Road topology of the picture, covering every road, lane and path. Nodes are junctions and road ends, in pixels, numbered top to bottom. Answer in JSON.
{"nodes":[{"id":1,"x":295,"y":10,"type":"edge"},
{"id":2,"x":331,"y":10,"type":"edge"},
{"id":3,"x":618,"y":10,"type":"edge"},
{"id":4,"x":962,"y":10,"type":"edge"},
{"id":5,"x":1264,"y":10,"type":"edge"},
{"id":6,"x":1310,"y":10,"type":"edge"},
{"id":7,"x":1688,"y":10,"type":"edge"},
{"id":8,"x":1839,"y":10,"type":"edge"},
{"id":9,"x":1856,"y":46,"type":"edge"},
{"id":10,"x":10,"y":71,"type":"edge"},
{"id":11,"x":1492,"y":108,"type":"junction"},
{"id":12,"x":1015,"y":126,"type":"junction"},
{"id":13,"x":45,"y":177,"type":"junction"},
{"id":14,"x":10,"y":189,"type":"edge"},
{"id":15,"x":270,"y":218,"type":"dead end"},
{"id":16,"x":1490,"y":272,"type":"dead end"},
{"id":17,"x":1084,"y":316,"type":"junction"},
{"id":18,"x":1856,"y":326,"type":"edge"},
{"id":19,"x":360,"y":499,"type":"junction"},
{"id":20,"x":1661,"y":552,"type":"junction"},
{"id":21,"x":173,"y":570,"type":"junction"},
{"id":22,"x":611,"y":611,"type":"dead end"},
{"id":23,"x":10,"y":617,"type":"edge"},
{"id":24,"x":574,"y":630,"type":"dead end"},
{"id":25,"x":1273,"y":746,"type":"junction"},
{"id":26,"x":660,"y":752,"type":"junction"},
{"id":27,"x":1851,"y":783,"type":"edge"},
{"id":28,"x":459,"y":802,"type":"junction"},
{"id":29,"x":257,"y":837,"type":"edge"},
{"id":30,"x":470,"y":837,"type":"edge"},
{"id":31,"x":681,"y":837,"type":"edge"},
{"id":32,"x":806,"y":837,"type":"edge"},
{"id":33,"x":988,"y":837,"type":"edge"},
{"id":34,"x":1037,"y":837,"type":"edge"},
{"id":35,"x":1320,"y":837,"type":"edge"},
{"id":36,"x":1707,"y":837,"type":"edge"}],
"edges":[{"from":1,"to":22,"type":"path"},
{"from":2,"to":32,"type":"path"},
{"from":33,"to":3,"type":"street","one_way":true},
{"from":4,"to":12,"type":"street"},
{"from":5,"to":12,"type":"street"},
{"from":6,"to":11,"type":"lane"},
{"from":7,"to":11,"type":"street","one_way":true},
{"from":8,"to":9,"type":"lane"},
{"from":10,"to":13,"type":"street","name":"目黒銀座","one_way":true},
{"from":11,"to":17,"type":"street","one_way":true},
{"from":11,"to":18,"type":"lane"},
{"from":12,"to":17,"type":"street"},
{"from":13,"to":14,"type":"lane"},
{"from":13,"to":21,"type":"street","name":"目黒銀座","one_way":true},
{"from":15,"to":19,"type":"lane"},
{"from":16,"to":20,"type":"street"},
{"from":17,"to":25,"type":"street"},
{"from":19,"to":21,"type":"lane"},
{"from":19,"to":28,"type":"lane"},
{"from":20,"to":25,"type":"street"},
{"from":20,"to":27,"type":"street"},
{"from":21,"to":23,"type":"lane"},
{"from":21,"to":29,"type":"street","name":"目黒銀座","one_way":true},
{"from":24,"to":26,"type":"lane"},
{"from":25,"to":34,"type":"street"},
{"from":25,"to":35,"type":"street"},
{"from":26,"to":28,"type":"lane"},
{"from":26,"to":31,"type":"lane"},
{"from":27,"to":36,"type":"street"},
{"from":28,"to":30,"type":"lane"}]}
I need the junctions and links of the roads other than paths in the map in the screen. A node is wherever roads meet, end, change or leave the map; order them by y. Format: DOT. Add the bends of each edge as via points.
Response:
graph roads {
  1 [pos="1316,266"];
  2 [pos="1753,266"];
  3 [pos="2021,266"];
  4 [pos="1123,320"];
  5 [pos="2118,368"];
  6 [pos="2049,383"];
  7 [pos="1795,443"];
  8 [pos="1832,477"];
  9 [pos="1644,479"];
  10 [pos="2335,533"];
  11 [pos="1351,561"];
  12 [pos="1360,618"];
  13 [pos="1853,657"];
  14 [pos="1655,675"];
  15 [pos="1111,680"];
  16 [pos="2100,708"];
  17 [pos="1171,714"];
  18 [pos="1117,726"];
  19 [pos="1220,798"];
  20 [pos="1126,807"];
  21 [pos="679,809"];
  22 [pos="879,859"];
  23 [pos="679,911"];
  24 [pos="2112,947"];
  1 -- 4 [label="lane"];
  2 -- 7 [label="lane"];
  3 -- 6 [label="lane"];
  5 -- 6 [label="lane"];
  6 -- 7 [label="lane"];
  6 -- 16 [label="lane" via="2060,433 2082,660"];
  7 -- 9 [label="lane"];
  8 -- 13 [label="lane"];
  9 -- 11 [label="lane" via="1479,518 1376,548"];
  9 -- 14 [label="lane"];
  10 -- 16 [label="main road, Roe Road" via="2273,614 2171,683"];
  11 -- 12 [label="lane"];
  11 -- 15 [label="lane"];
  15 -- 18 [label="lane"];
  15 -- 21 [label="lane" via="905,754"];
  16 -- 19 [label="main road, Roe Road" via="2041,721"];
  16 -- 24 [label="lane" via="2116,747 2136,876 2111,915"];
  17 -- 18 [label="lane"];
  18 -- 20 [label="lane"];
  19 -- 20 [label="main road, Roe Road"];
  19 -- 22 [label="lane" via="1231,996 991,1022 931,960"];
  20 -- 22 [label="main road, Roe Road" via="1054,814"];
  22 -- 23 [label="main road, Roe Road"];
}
★ ★ ★
Your objective
Return every line of the entries above that the string "true" appears in.

Solution for this exercise
{"from":33,"to":3,"type":"street","one_way":true},
{"from":7,"to":11,"type":"street","one_way":true},
{"from":10,"to":13,"type":"street","name":"目黒銀座","one_way":true},
{"from":11,"to":17,"type":"street","one_way":true},
{"from":13,"to":21,"type":"street","name":"目黒銀座","one_way":true},
{"from":21,"to":29,"type":"street","name":"目黒銀座","one_way":true},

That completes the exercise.